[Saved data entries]
|---|

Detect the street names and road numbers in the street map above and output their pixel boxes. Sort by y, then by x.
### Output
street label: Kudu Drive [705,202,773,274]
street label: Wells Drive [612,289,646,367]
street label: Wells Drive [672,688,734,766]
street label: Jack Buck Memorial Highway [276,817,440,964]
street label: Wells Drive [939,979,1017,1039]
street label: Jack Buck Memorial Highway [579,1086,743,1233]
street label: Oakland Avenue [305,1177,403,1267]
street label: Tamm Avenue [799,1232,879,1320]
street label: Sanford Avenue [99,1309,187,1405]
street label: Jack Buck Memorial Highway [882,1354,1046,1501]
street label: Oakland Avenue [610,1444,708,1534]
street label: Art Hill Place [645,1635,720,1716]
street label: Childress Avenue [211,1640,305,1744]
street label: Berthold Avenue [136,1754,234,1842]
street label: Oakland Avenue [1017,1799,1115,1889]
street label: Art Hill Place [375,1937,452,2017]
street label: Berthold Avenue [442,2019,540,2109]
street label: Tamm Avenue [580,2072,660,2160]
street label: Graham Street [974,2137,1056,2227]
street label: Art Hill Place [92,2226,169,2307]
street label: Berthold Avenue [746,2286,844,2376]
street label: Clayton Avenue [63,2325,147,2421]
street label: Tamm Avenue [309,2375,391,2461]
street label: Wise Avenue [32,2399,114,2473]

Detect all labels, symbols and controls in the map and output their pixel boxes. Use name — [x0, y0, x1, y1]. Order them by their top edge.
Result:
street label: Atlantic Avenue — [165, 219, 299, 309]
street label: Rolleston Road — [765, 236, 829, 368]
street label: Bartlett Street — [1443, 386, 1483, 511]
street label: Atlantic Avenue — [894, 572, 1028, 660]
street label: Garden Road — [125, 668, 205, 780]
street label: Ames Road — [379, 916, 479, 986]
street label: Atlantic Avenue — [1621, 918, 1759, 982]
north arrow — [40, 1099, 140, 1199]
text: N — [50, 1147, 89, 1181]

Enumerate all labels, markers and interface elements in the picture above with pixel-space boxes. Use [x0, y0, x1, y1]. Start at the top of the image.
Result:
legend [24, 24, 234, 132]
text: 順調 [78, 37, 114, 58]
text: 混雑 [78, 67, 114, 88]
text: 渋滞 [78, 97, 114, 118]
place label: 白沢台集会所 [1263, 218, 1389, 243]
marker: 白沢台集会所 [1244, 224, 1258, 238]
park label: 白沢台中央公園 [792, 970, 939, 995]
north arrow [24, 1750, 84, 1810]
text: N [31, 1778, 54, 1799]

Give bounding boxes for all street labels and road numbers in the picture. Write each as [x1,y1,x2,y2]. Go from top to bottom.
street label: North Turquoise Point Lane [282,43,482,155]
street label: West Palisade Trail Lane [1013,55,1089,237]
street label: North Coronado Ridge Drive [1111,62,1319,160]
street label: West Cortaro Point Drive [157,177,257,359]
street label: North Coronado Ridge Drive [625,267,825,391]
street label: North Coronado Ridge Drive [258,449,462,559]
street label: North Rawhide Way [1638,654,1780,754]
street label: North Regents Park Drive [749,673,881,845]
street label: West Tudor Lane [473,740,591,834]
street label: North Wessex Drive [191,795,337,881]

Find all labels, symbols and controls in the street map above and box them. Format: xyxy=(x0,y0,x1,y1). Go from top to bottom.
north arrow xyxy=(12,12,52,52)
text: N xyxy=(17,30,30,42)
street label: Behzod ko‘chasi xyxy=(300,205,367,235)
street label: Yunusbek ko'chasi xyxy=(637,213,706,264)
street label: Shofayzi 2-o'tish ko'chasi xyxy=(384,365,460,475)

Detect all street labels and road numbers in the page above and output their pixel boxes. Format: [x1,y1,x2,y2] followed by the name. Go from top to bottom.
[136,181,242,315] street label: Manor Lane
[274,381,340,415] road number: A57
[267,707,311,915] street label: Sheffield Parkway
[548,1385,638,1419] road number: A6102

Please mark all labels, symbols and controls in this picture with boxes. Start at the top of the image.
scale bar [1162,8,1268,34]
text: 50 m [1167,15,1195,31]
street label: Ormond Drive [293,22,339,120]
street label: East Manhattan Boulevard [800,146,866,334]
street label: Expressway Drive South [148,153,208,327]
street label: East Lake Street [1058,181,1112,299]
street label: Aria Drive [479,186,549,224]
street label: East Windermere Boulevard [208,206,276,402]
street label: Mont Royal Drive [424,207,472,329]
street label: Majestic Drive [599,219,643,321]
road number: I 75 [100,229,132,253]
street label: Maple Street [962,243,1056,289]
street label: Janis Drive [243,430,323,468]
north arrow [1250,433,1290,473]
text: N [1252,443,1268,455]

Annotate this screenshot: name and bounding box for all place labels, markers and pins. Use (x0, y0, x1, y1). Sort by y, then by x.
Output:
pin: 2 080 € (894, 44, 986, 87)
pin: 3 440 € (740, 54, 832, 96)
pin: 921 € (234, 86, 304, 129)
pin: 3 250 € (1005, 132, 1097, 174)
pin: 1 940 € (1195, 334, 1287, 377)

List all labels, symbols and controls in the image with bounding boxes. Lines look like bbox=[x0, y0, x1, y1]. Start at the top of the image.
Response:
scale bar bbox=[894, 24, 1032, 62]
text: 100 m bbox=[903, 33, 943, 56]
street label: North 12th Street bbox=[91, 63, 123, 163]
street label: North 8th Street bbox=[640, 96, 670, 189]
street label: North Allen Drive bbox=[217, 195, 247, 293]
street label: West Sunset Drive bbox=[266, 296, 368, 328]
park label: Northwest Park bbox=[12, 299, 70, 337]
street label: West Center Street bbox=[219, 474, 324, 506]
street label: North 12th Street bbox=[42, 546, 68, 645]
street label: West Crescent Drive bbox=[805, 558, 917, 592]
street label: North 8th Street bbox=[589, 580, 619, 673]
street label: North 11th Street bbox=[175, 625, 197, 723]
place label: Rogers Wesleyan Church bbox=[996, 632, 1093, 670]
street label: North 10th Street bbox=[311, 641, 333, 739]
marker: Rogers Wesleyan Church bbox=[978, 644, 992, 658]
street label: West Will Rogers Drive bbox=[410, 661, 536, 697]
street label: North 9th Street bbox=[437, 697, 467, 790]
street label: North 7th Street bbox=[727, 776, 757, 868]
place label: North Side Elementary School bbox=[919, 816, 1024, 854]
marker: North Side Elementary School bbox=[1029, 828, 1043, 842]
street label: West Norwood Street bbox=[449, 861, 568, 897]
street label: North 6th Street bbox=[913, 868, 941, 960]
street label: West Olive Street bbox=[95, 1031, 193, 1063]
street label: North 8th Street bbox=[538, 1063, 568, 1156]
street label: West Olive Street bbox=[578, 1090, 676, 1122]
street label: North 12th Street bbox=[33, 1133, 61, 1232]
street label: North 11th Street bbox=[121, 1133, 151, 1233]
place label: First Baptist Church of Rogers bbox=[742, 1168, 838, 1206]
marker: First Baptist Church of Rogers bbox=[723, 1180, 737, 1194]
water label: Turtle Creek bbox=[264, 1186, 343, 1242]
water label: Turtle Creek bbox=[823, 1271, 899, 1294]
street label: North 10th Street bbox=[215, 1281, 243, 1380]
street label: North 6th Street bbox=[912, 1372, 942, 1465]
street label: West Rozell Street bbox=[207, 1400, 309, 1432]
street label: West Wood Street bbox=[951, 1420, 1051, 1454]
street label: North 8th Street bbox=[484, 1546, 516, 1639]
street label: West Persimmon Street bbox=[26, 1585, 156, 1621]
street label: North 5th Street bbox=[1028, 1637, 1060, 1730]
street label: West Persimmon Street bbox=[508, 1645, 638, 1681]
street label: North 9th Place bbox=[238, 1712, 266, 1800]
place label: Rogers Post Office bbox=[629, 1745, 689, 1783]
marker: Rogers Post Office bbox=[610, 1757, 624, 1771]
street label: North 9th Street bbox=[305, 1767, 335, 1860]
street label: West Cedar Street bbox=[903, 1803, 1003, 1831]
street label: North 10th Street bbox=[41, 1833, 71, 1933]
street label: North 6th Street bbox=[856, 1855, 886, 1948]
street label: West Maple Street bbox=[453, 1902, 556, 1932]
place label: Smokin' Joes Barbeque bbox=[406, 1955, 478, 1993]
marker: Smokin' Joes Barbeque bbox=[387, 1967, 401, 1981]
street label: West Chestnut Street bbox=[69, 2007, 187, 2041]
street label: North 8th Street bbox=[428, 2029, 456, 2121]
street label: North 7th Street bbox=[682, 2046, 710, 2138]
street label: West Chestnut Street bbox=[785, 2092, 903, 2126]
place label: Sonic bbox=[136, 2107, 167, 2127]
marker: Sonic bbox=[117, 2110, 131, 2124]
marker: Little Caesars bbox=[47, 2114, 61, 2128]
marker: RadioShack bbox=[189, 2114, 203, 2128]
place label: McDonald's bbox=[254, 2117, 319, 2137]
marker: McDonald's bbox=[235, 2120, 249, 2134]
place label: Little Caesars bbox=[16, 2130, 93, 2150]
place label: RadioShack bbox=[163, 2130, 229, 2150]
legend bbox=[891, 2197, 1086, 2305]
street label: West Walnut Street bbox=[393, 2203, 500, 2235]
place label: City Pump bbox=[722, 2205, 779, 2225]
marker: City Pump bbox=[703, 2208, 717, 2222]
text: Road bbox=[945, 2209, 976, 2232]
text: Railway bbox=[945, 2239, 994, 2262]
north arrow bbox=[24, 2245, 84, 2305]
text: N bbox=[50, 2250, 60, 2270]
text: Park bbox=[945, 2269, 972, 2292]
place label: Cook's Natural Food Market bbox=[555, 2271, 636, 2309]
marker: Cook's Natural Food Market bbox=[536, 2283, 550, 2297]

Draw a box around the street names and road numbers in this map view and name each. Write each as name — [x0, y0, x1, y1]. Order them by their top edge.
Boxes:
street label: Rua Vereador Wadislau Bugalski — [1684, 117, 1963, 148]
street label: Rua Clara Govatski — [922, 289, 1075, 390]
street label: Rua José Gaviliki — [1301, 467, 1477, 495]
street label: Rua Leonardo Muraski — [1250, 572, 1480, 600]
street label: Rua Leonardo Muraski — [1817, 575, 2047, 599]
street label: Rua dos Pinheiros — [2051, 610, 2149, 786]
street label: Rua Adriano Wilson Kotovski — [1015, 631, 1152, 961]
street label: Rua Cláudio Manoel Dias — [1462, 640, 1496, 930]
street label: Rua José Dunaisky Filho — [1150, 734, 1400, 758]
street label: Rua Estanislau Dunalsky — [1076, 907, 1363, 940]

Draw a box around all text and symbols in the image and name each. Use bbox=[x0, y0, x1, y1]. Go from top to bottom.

|---|

#### What is being asked
Above are records; count the lines among them that include the word "markers", and give only the number.

#### Answer to the exercise
2